Security sits alongside affordability. Both governments said they will strengthen the resilience of subsea fibre‑optic cables that carry the economic and governmental traffic between the two countries, including joint exercises to test responses to a major cable incident. A refreshed UK–Ireland defence memorandum adds focus on maritime, cyber and joint procurement to deter hostile activity in the Irish and Celtic seas, including so‑called shadow fleet vessels.
Enterprise Ireland’s snapshot this week helps explain the pipeline. The agency reports 64% of surveyed Irish firms maintain a physical UK footprint, 35% now operate in multiple UK locations, and 60% intend to increase UK investment over the next 12 months.

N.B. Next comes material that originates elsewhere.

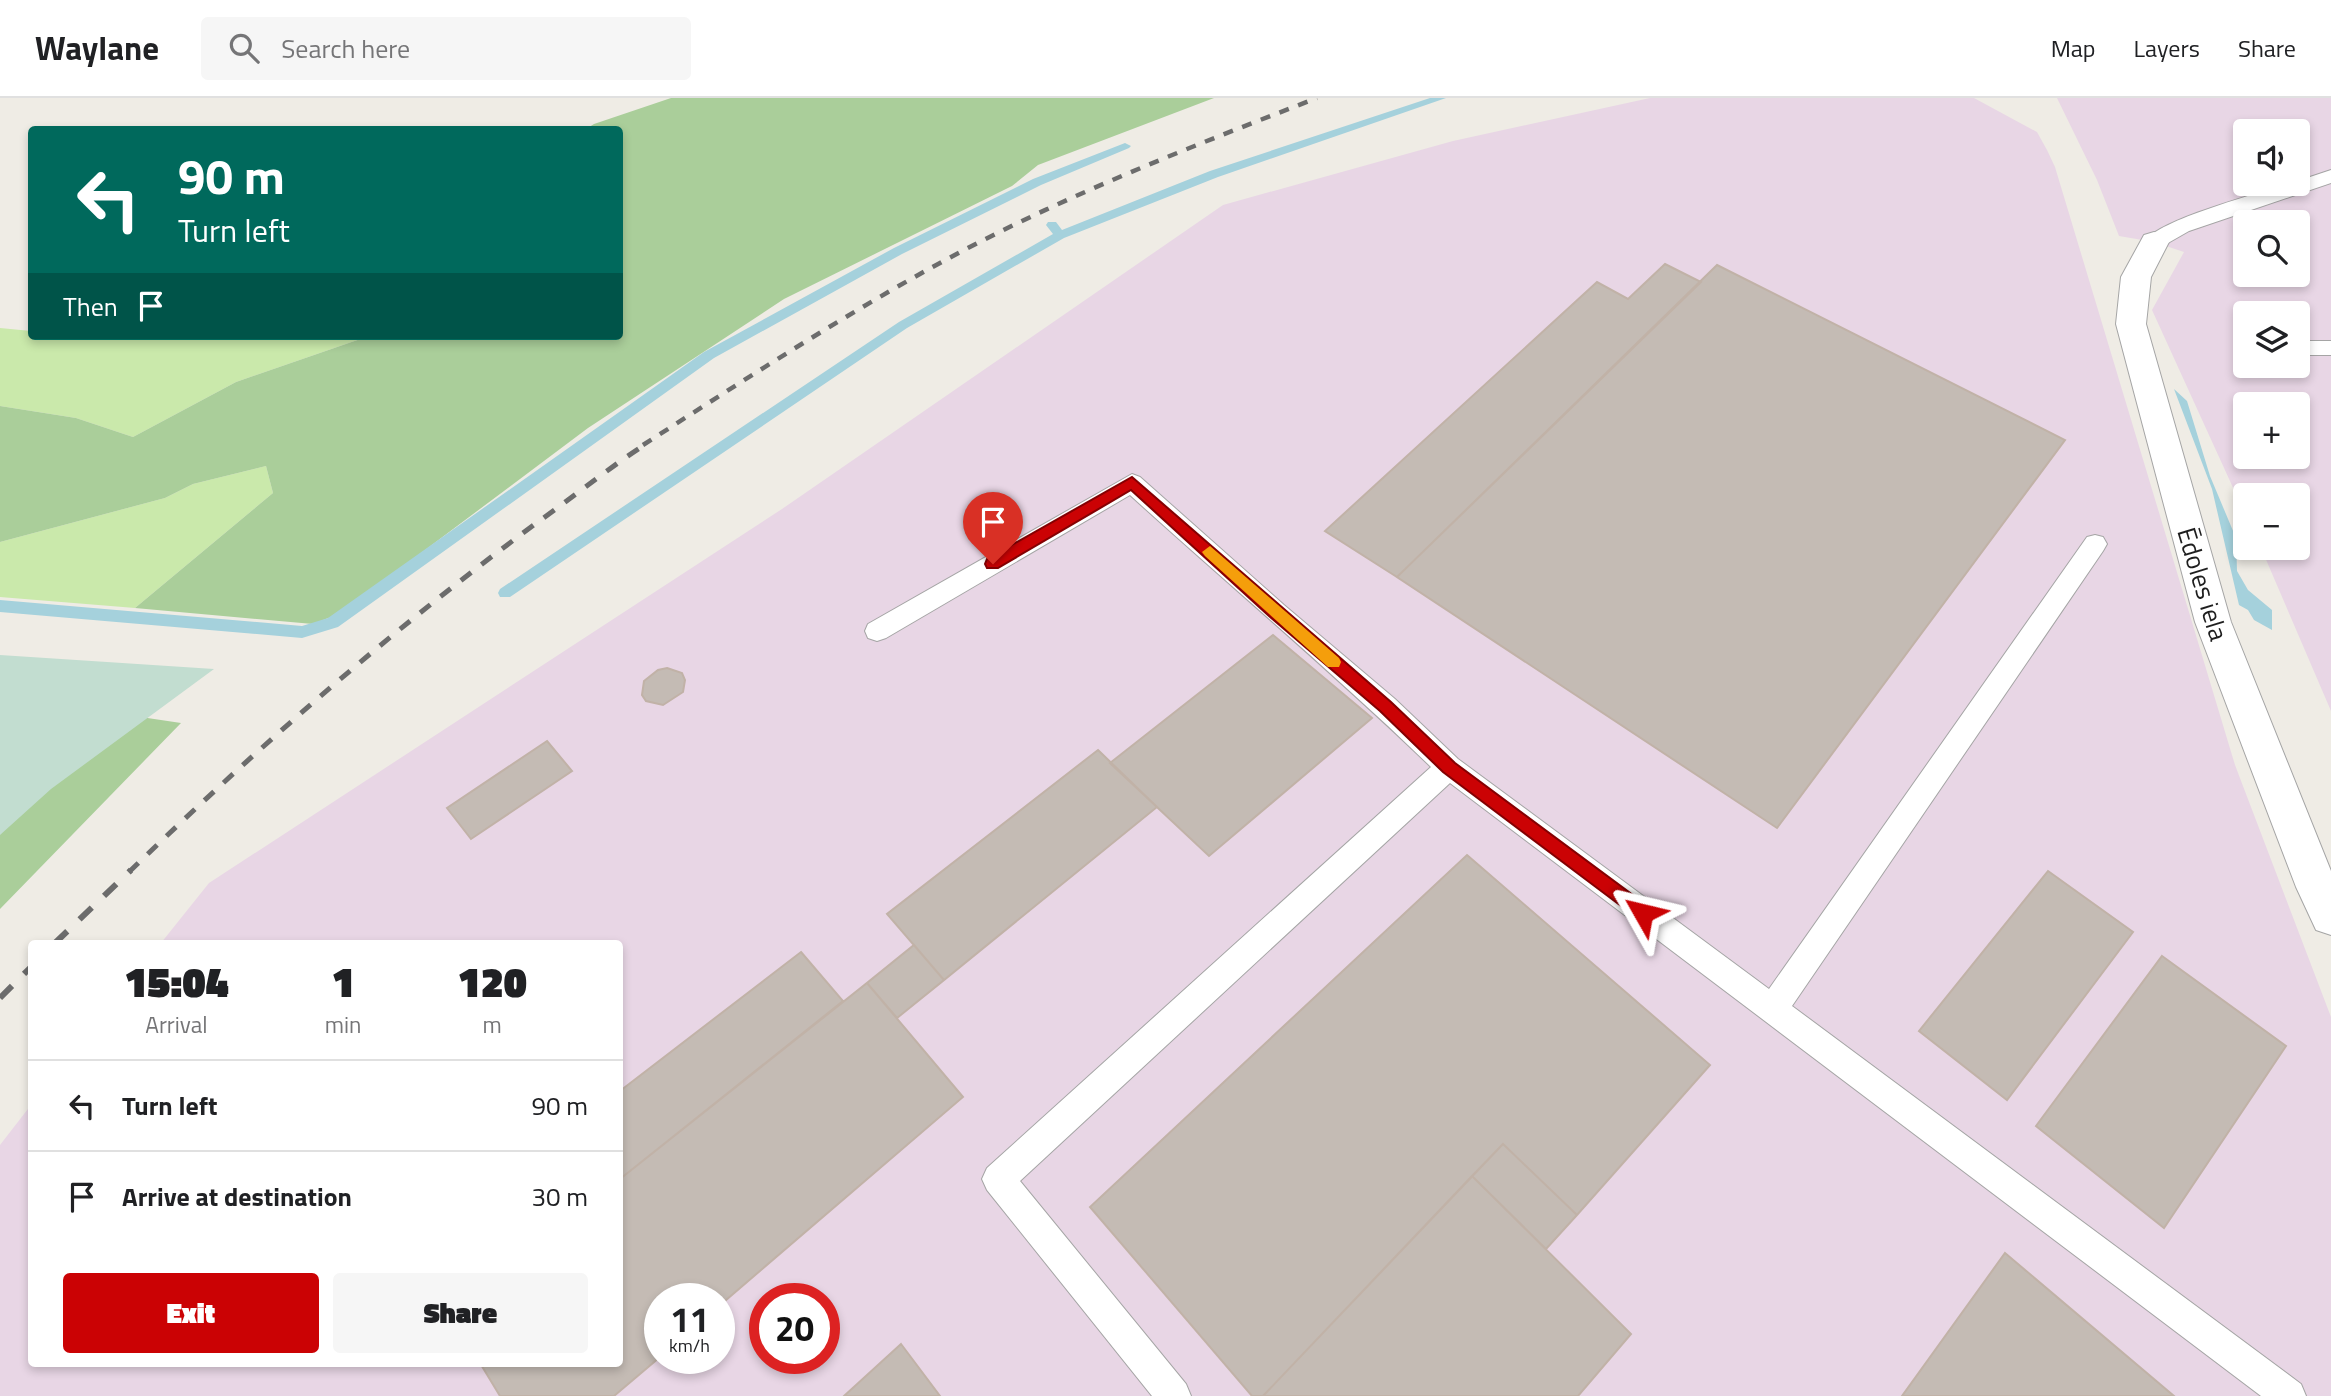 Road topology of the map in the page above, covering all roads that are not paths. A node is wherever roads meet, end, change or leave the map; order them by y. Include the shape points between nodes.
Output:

Two‑thirds also expect to grow their UK headcount. That suggests this is not a one‑off announcement but a sustained commitment to the market.
For retail investors, the immediate listed name to watch is Centrica. Through its Irish subsidiary Bord Gáis Energy, the company is establishing a new Power Global Control Centre in Athlone, creating 14 high‑skilled roles. While modest in headcount, the centre signals tighter cross‑border system operations and balancing, with potential implications for wholesale pricing, hedging strategies and, ultimately, retail margins.
Student accommodation remains a structural growth story, and O’Flynn Group’s Manchester scheme underlines it. The £35m Carmoor Road project will add 173 beds in a university city where private providers have sustained high occupancy and rent growth despite tighter household budgets. This is the type of pipeline that attracts long‑term institutional capital.
On the ground, the jobs pipeline is broad. Amach’s 150 high‑skilled roles sit alongside 80 at YourTeam, 30 at Teybridge Capital and 25 at Slick+. Noledge aims to add 15 roles, Kwayga 10, and Centrica’s Athlone control centre adds 14. Ayrton intends to double its London team, while Johnston Fitout expands in Doncaster. Individually these may be modest; together they deepen local skill bases in engineering, software, operations and financial services.
Officials are keen to frame the package as relationship‑driven economics. Prime Minister Keir Starmer said the UK’s friendship with Ireland is “going from strength to strength” and closer work on growth, energy and security makes people on both sides of the Irish Sea “better off and more secure.” Executive sentiment echoes that: FOCUS Capital Partners calls London a natural base for international M&A and capital advisory, Ayrton describes the UK as its most strategic expansion market, and O’Flynn says UK student housing remains one of the most dynamic globally.
What should SMEs do with this information? Exporters and manufacturers can explore Teybridge’s trade‑finance window now, before demand tightens pricing. Procurement leads could trial Kwayga’s tool in categories with long lead times. Tech and services firms hiring in Scotland, Wales and the North of England should budget for a tighter talent market as Amach and others scale headcount.
The next test is delivery. Interconnector projects move on multi‑year timelines, and the defence and cable‑resilience work will show up as avoided problems rather than headlines. But the mix announced in Cork blends immediate job creation with medium‑term infrastructure that can lower system costs. For a UK economy seeking steadier growth, that balance matters.